> **Exercise**:
For the word "main", copy every line of the material that includes it.
....
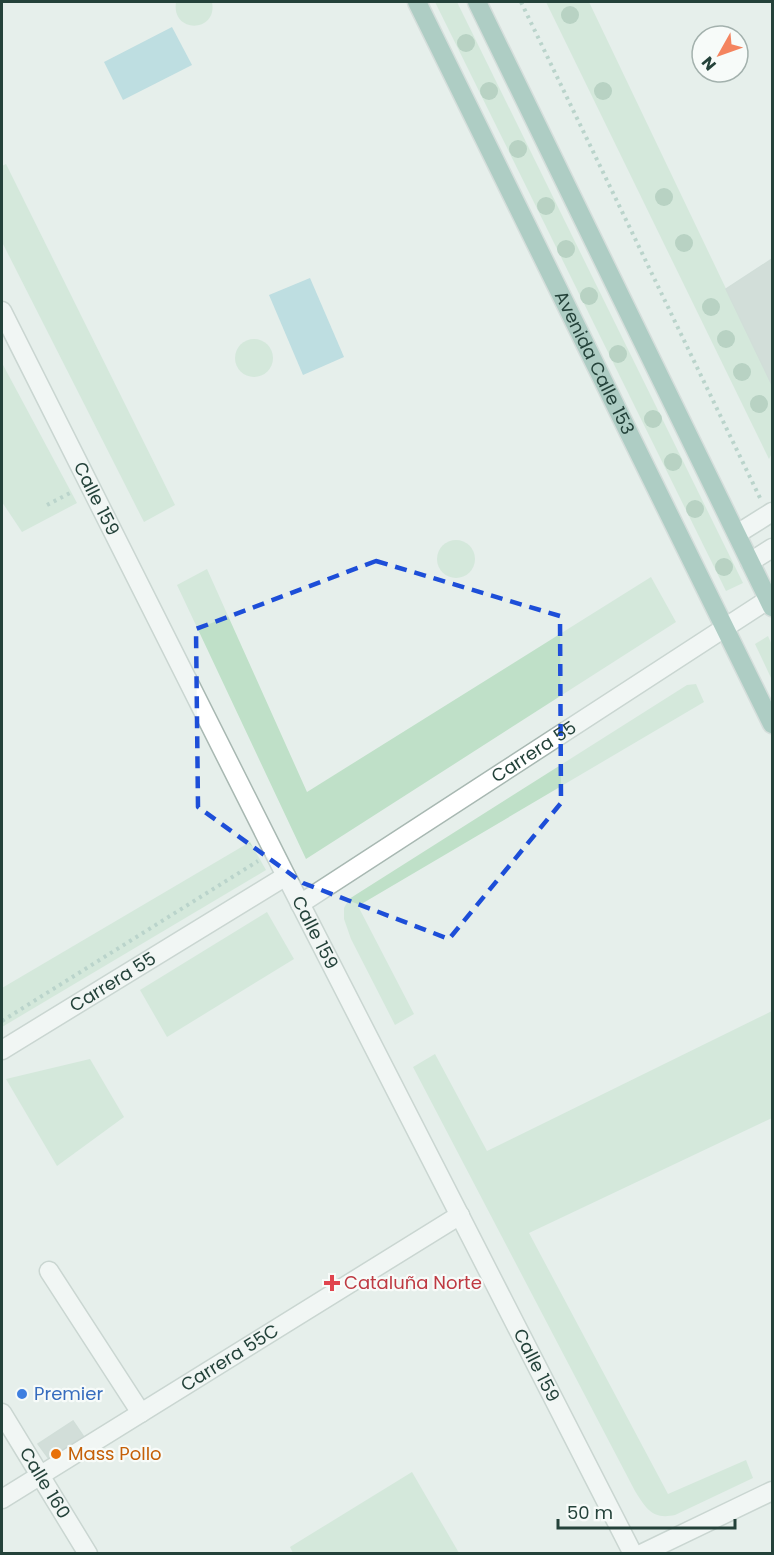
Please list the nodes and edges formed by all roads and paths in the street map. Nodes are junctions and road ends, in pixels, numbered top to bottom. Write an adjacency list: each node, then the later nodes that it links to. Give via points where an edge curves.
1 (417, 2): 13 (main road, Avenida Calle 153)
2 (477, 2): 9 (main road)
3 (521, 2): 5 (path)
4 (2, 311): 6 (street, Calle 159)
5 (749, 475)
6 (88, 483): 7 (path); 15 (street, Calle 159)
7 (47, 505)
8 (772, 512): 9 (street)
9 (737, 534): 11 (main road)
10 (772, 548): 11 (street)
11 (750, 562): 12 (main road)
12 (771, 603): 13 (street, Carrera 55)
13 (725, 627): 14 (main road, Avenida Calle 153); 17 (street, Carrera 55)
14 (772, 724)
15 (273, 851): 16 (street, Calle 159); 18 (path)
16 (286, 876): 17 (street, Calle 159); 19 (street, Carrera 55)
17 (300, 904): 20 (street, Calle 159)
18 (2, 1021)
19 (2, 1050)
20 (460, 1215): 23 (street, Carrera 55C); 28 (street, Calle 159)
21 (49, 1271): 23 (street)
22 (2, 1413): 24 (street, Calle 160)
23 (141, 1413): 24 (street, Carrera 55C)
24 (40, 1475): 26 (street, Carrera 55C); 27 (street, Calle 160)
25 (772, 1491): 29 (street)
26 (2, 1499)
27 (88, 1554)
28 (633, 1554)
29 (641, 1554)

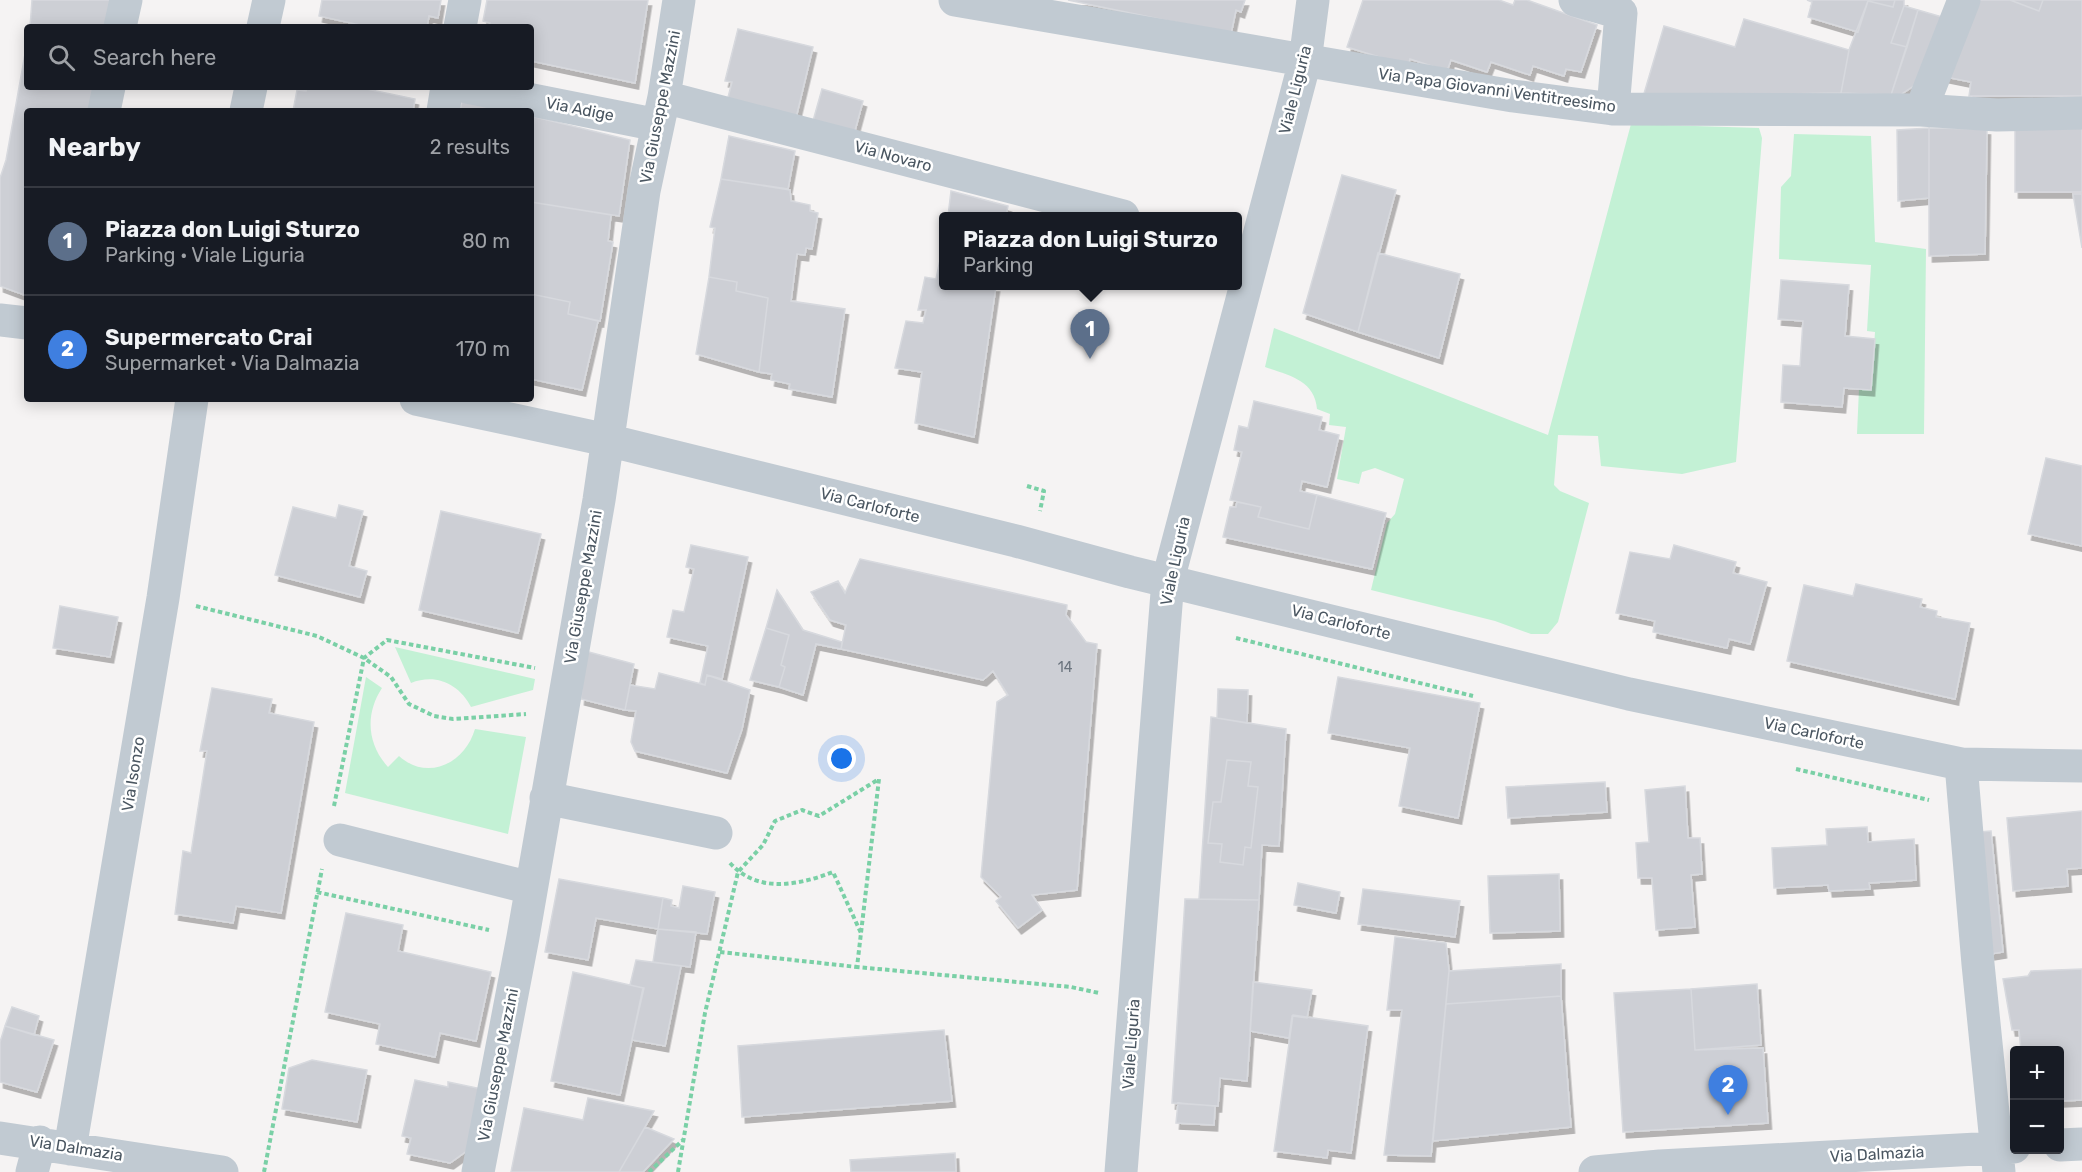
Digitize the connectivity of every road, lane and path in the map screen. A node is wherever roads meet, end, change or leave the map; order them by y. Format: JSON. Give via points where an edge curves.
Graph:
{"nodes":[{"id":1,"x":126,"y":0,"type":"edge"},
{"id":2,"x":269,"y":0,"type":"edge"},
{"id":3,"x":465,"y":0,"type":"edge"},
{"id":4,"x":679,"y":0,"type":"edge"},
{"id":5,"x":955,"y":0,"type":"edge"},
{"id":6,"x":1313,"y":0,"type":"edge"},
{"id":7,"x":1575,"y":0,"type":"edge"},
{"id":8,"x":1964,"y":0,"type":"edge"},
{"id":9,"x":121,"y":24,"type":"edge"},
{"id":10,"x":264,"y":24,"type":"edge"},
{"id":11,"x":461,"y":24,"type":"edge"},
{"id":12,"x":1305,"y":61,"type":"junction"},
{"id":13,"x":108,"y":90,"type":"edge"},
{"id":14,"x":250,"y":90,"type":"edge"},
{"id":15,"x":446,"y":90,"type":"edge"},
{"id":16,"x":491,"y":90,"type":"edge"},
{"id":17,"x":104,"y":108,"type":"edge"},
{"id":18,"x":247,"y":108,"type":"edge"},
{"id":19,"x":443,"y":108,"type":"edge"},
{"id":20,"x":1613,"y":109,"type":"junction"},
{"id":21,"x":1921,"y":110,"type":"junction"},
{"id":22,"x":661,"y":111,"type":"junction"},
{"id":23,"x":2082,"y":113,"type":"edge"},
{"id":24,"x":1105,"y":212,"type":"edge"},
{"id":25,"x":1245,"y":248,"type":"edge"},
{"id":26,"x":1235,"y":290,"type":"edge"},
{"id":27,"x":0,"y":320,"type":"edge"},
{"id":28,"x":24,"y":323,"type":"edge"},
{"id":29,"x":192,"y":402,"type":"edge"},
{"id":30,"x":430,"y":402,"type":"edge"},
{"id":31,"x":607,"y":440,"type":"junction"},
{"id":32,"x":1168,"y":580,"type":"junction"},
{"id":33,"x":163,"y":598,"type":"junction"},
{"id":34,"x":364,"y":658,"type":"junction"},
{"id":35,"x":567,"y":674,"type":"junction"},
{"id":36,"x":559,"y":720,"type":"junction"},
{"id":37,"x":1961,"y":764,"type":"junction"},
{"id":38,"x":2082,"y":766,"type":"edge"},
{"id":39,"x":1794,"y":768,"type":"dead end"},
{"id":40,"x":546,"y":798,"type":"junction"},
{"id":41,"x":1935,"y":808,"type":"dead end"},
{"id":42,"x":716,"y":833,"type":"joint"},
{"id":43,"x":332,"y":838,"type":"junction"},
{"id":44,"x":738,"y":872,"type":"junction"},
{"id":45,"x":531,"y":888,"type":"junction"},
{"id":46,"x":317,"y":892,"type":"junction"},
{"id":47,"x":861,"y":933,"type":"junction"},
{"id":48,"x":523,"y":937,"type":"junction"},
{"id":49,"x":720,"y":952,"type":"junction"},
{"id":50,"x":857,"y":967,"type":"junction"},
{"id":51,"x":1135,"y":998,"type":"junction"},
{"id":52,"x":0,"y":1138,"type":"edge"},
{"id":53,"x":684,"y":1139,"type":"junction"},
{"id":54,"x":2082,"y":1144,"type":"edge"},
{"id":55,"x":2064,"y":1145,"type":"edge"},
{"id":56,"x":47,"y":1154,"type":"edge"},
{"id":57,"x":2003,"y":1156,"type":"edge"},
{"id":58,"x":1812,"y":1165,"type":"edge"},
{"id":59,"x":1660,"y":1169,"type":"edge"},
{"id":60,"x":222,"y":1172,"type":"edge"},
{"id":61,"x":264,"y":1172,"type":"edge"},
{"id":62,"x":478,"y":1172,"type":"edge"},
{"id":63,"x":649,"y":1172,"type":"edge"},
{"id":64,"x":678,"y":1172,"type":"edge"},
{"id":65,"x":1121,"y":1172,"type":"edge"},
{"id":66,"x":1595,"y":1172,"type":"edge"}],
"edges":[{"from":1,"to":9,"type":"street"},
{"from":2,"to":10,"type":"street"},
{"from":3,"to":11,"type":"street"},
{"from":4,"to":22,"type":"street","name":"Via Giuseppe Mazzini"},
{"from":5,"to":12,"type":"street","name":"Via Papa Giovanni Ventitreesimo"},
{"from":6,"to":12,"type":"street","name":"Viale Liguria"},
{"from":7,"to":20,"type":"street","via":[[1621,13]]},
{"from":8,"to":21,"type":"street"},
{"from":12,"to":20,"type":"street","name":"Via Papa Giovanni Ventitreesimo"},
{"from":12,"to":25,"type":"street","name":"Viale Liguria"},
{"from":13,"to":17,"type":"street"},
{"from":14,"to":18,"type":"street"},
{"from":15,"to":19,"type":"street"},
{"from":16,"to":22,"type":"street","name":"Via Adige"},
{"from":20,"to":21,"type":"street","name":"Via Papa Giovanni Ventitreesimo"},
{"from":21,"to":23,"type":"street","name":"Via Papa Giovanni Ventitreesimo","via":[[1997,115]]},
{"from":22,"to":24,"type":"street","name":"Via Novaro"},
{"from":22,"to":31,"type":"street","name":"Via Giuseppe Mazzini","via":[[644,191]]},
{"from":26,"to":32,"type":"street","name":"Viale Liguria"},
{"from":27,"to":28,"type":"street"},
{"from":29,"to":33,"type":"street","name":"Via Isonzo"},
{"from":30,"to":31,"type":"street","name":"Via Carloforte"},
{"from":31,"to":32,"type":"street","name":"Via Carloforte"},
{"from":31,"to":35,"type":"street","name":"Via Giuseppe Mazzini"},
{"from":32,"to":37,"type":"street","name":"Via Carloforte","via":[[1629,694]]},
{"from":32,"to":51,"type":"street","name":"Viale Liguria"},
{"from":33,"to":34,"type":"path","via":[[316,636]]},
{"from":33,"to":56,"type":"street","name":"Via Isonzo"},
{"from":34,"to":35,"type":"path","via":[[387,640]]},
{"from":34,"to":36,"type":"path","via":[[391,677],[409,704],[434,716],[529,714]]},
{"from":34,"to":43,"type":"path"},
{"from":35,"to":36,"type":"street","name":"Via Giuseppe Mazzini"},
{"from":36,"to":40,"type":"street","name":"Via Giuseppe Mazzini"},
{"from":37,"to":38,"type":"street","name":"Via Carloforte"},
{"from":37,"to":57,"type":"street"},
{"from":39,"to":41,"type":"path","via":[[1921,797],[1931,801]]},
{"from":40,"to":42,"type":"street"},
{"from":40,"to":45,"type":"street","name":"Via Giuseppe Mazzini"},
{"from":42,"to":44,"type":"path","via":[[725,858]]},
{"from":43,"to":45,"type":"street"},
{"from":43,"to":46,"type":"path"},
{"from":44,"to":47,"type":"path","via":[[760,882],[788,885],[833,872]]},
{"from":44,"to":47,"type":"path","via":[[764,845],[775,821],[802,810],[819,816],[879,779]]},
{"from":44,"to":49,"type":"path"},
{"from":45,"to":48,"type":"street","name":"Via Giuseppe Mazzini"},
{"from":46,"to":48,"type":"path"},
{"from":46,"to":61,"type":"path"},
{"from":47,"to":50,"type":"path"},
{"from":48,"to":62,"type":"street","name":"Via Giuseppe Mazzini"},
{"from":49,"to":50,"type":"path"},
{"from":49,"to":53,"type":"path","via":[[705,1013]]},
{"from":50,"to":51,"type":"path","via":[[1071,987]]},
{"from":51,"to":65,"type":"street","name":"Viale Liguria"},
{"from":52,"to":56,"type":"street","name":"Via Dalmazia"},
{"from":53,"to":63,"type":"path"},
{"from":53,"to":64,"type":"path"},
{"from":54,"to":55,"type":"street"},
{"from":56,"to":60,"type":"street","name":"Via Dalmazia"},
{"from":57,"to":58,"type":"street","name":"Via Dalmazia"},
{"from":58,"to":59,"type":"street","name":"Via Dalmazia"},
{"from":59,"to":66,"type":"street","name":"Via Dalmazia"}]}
....
> **Exercise response**:
1 (417, 2): 13 (main road, Avenida Calle 153)
2 (477, 2): 9 (main road)
9 (737, 534): 11 (main road)
11 (750, 562): 12 (main road)
13 (725, 627): 14 (main road, Avenida Calle 153); 17 (street, Carrera 55)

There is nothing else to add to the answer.